Le verdict rendu par la juge Masipa avait été vivement critiqué. Beaucoup,  à commencer par le procureur Gerrie Nel, n'ont pas compris qu'elle n'ait même  pas retenu l'intention de tuer, alors que Pistorius a tiré à hauteur d'homme,  avec des munitions de guerre, dans la porte d'un petit cabinet de toilettes. La magistrate a finalement rendu un verdict d'homicide involontaire "par  négligence", la même qualification qui s'applique à un chauffard ivre qui tue  des piétons sur la route. "L'accusé a tiré en sachant que quelqu'un se trouvait là", derrière cette  porte, a martelé une dernière fois le procureur vendredi en conclusion de son  réquisitoire : "Reeva a eu une mort horrible (...) La punition doit refléter le caractère sacré de la vie humaine." 

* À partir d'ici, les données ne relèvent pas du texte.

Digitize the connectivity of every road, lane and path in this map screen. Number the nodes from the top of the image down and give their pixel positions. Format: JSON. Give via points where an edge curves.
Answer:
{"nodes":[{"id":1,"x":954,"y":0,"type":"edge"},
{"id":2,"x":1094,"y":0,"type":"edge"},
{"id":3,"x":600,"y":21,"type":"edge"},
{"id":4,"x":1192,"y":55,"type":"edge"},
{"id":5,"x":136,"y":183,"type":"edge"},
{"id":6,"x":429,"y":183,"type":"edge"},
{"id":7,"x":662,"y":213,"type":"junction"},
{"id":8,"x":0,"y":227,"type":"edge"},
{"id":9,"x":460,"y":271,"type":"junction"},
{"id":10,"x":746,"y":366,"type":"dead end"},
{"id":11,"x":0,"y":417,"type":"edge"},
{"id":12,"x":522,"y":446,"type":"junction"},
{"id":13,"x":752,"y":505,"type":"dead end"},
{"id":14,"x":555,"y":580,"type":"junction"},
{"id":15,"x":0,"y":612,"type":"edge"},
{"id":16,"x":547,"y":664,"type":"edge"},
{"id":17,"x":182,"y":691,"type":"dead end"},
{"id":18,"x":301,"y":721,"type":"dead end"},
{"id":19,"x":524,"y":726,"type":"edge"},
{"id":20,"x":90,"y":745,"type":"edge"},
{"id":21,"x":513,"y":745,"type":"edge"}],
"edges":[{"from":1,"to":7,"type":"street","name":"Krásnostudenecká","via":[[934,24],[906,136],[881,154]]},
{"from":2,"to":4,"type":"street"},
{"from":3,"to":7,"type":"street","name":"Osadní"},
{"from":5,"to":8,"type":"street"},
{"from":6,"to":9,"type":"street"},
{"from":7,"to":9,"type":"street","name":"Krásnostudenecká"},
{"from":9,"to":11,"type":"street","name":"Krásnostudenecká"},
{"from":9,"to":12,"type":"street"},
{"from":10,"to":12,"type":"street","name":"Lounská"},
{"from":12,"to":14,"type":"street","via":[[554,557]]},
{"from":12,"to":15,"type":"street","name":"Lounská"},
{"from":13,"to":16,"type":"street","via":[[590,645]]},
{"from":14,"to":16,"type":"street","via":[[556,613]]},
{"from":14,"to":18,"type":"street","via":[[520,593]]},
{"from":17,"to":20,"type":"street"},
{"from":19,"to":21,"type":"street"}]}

Pistorius "brisé mais bien vivant"

Quelle que soit la sentence, le jeune champion paralympique qui courait sur  des prothèses de carbone est tombé à jamais de son piédestal. Jadis idole  sportive et modèle de courage pour avoir réussi, malgré son handicap, à participer aux jeux Olympiques de Londres-2012 avec les valides, il est  aujourd'hui un homme brisé, a plaidé son avocat. "Brisé, mais bien vivant", contrairement à sa victime, a rétorqué  l'inflexible procureur Nel. Les juristes sud-africains s'attendent à ce que la défense ou l'accusation  fassent appel, si la sentence est jugée trop dure, ou au contraire trop  laxiste. Ce qui relancerait le feuilleton Pistorius pour plusieurs mois.